[<prev] [next>] [<thread-prev] [thread-next>] [day] [month] [year] [list]
Message-ID: <1da054d0-fef2-8a0b-b513-f2709b6d0208@arm.com>
Date: Thu, 27 Feb 2020 08:43:50 +0000
From: Lukasz Luba <lukasz.luba@....com>
To: Ionela Voinescu <ionela.voinescu@....com>, catalin.marinas@....com,
will@...nel.org, mark.rutland@....com, maz@...nel.org,
suzuki.poulose@....com, sudeep.holla@....com,
valentin.schneider@....com, dietmar.eggemann@....com,
rjw@...ysocki.net, pkondeti@...eaurora.org
Cc: peterz@...radead.org, mingo@...hat.com, vincent.guittot@...aro.org,
viresh.kumar@...aro.org, linux-arm-kernel@...ts.infradead.org,
linux-doc@...r.kernel.org, linux-kernel@...r.kernel.org,
linux-pm@...r.kernel.org
Subject: Re: [PATCH v5 6/7] arm64: use activity monitors for frequency
invariance
On 2/26/20 1:29 PM, Ionela Voinescu wrote:
> The Frequency Invariance Engine (FIE) is providing a frequency
> scaling correction factor that helps achieve more accurate
> load-tracking.
>
> So far, for arm and arm64 platforms, this scale factor has been
> obtained based on the ratio between the current frequency and the
> maximum supported frequency recorded by the cpufreq policy. The
> setting of this scale factor is triggered from cpufreq drivers by
> calling arch_set_freq_scale. The current frequency used in computation
> is the frequency requested by a governor, but it may not be the
> frequency that was implemented by the platform.
>
> This correction factor can also be obtained using a core counter and a
> constant counter to get information on the performance (frequency based
> only) obtained in a period of time.
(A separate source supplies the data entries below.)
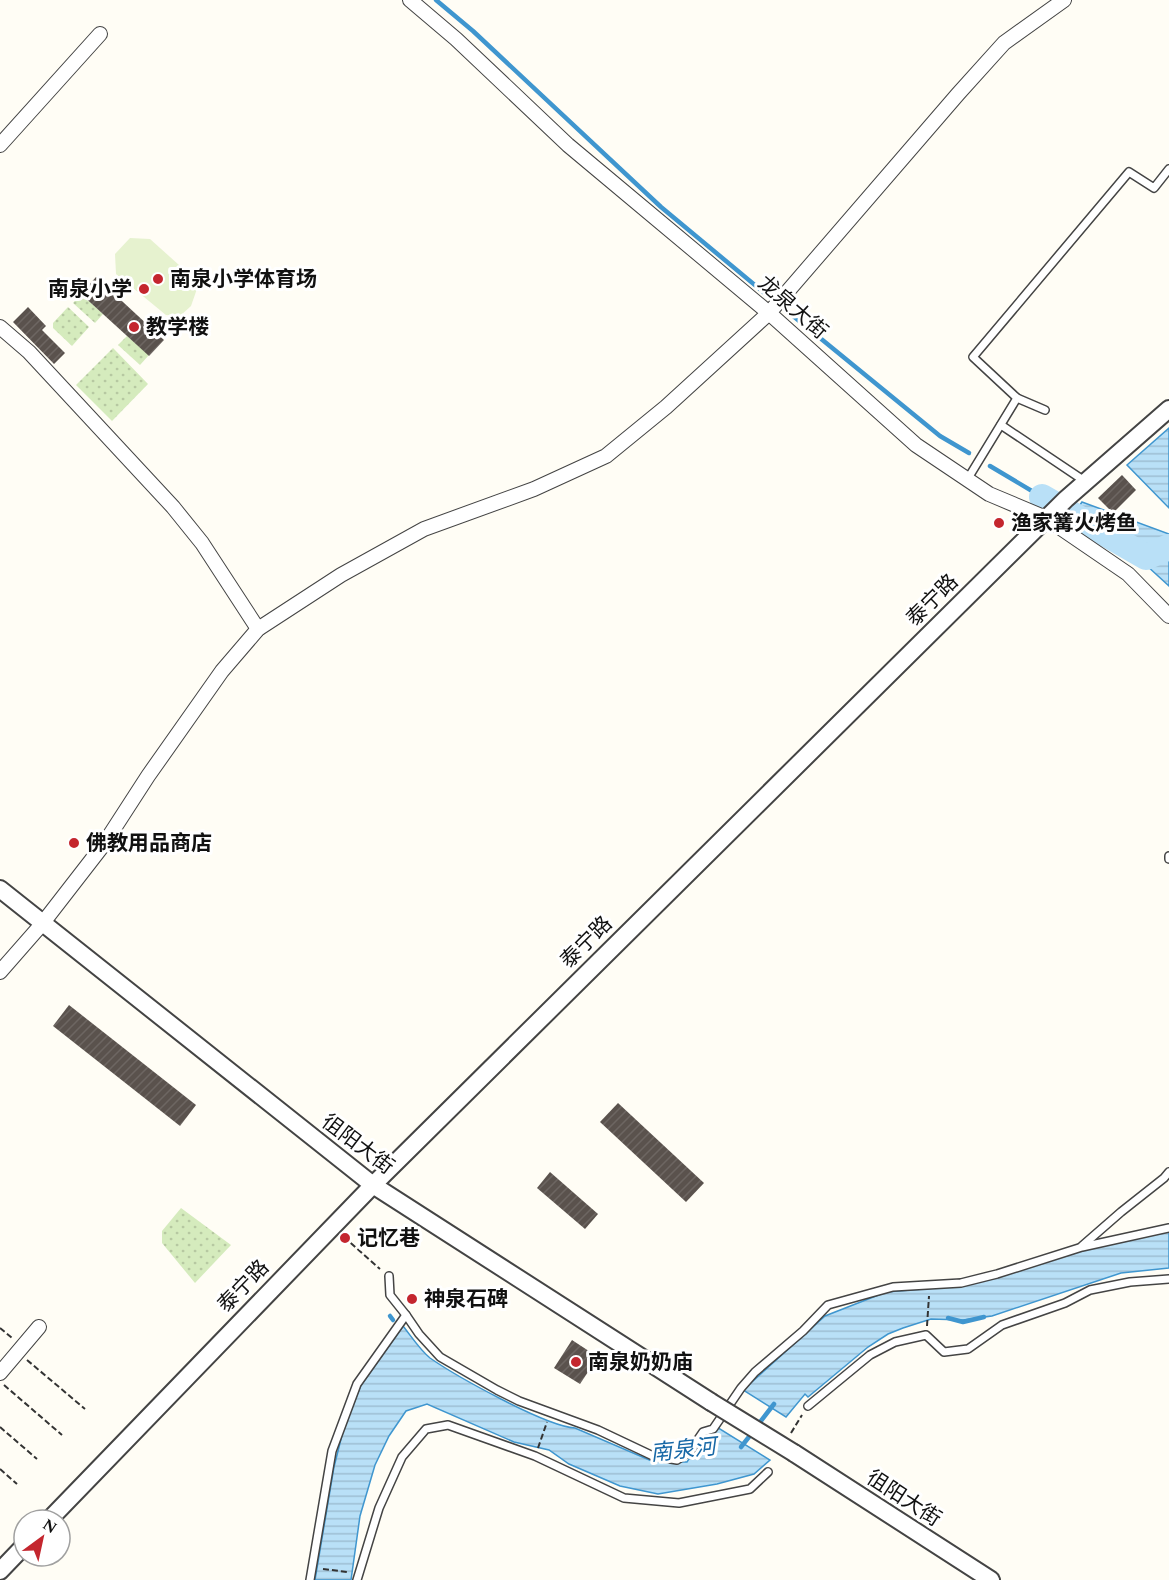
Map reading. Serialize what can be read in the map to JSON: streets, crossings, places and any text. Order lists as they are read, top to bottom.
{
  "streets": {
    "street": ["龙泉大街", "泰宁路", "徂阳大街"]
  },
  "crossings": [
    ["龙泉大街", "泰宁路"],
    ["泰宁路", "徂阳大街"]
  ],
  "water": ["南泉河"],
  "places": [
    "南泉小学体育场",
    "南泉小学",
    "教学楼",
    "渔家篝火烤鱼",
    "佛教用品商店",
    "记忆巷",
    "神泉石碑",
    "南泉奶奶庙"
  ],
  "north": "top right"
}
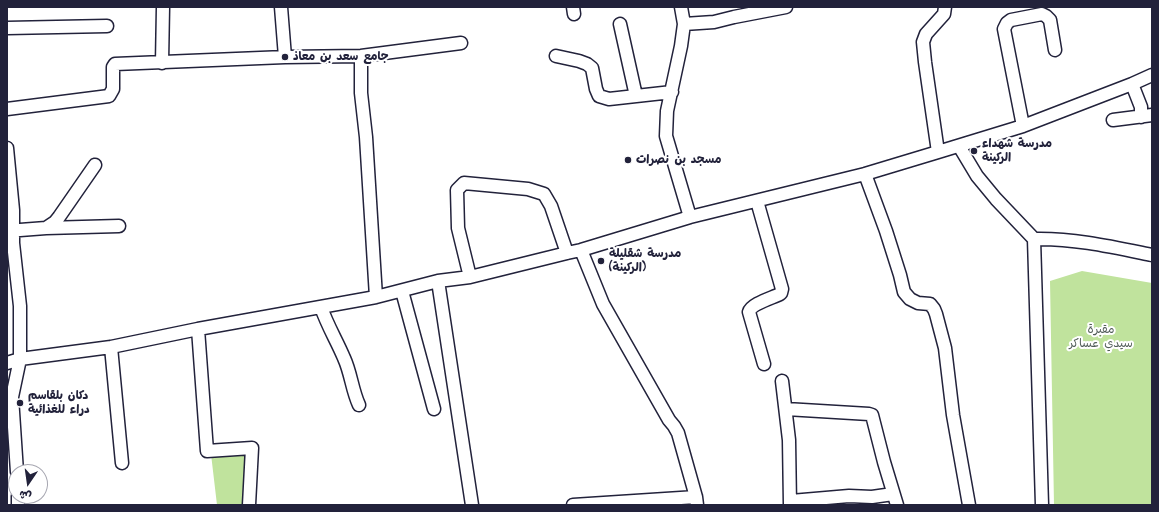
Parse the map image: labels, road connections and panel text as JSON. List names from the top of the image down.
{
  "parks": ["مقبرة سيدي عساكر"],
  "places": [
    "جامع سعد بن معاذ",
    "مدرسة شهداء الركينة",
    "مسجد بن نصرات",
    "مدرسة شقليلة (الركينة)",
    "دكان بلقاسم دراء للغذائية"
  ],
  "north": "bottom"
}
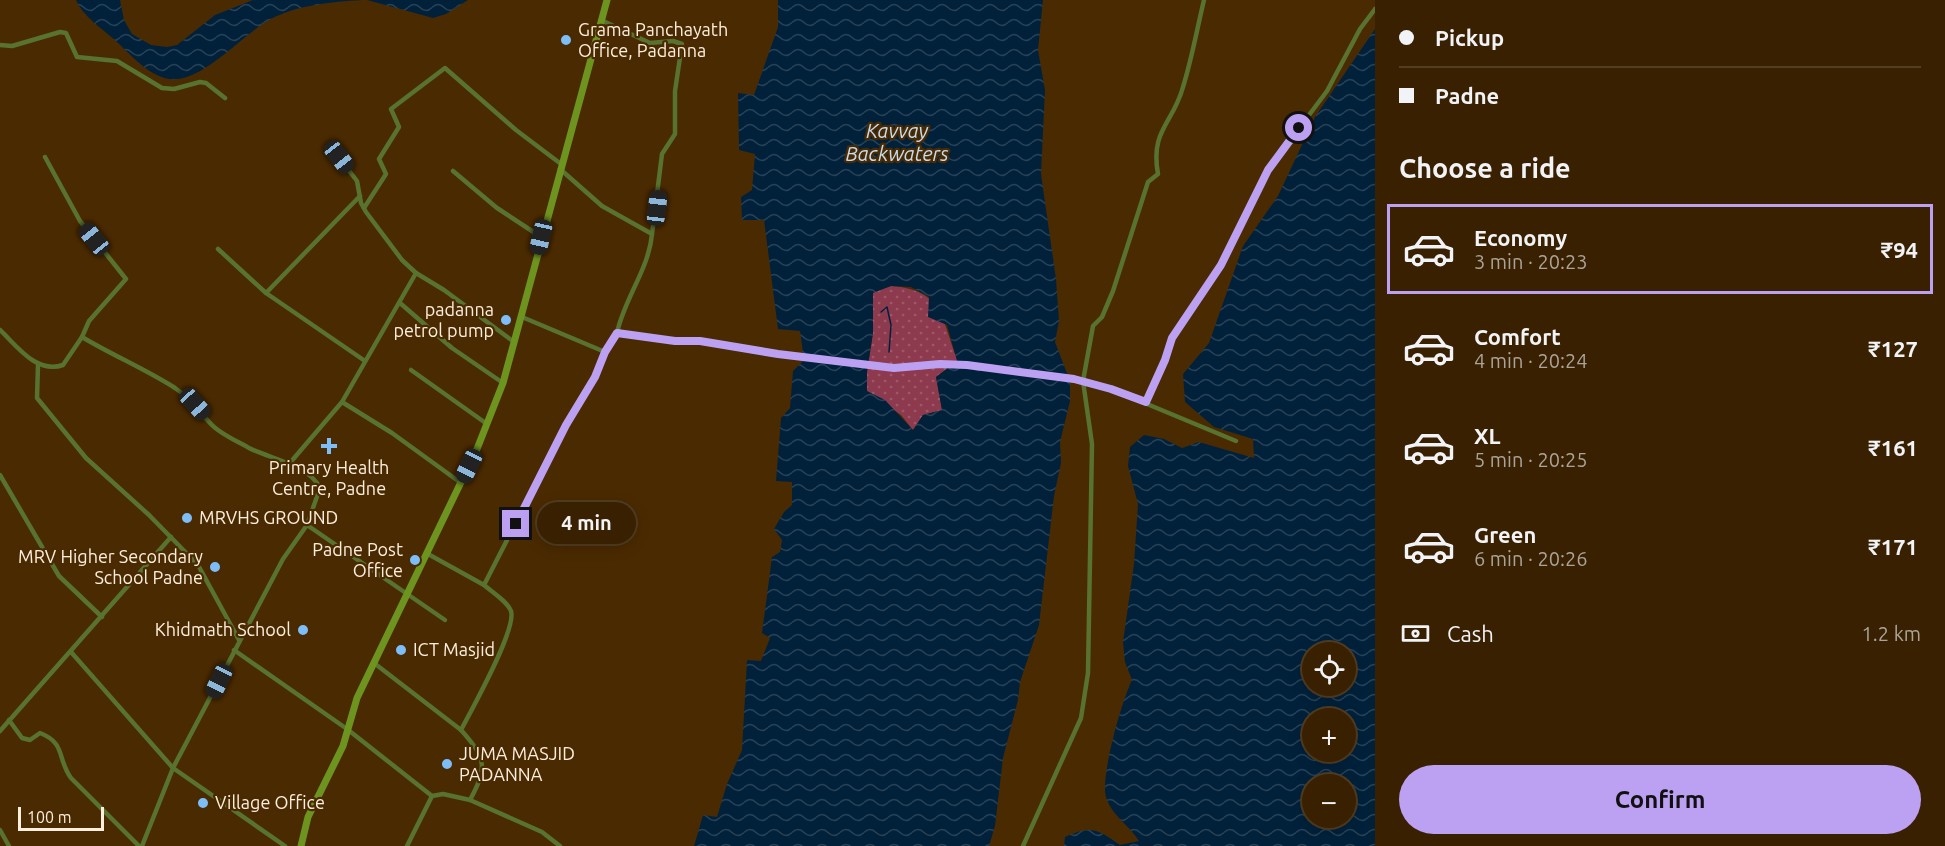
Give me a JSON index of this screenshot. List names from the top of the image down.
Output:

This will more accurately reflect
> the actual current frequency of the CPU, compared with the alternative
> implementation that reflects the request of a performance level from
> the OS.
>
> Therefore, implement arch_scale_freq_tick to use activity monitors, if
> present, for the computation of the frequency scale factor.
>
> The use of AMU counters depends on:
> - CONFIG_ARM64_AMU_EXTN - depents on the AMU extension being present
> - CONFIG_CPU_FREQ - the current frequency obtained using counter
> information is divided by the maximum frequency obtained from the
> cpufreq policy.
>
> While it is possible to have a combination of CPUs in the system with
> and without support for activity monitors, the use of counters for
> frequency invariance is only enabled for a CPU if all related CPUs
> (CPUs in the same frequency domain) support and have enabled the core
> and constant activity monitor counters. In this way, there is a clear
> separation between the policies for which arch_set_freq_scale (cpufreq
> based FIE) is used, and the policies for which arch_scale_freq_tick
> (counter based FIE) is used to set the frequency scale factor. For
> this purpose, a late_initcall_sync is registered to trigger validation
> work for policies that will enable or disable the use of AMU counters
> for frequency invariance. If CONFIG_CPU_FREQ is not defined, the use
> of counters is enabled on all CPUs only if all possible CPUs correctly
> support the necessary counters.
>
> Signed-off-by: Ionela Voinescu <ionela.voinescu@....com>
> Cc: Catalin Marinas <catalin.marinas@....com>
> Cc: Will Deacon <will@...nel.org>
> Cc: Sudeep Holla <sudeep.holla@....com>
> ---
> arch/arm64/include/asm/topology.h | 9 ++
> arch/arm64/kernel/cpufeature.c | 4 +
> arch/arm64/kernel/topology.c | 180 ++++++++++++++++++++++++++++++
> drivers/base/arch_topology.c | 12 ++
> include/linux/arch_topology.h | 2 +
> 5 files changed, 207 insertions(+)
>
> diff --git a/arch/arm64/include/asm/topology.h b/arch/arm64/include/asm/topology.h
> index a4d945db95a2..21d4d40d6243 100644
> --- a/arch/arm64/include/asm/topology.h
> +++ b/arch/arm64/include/asm/topology.h
> @@ -16,6 +16,15 @@ int pcibus_to_node(struct pci_bus *bus);
>
> #include <linux/arch_topology.h>
>
> +#ifdef CONFIG_ARM64_AMU_EXTN
> +/*
> + * Replace task scheduler's default counter-based
> + * frequency-invariance scale factor setting.
> + */
> +void topology_scale_freq_tick(void);
> +#define arch_scale_freq_tick topology_scale_freq_tick
> +#endif /* CONFIG_ARM64_AMU_EXTN */
> +
> /* Replace task scheduler's default frequency-invariant accounting */
> #define arch_scale_freq_capacity topology_get_freq_scale
>
> diff --git a/arch/arm64/kernel/cpufeature.c b/arch/arm64/kernel/cpufeature.c
> index 60cebc071603..b8ec6c544d32 100644
> --- a/arch/arm64/kernel/cpufeature.c
> +++ b/arch/arm64/kernel/cpufeature.c
> @@ -1241,12 +1241,16 @@ bool cpu_has_amu_feat(int cpu)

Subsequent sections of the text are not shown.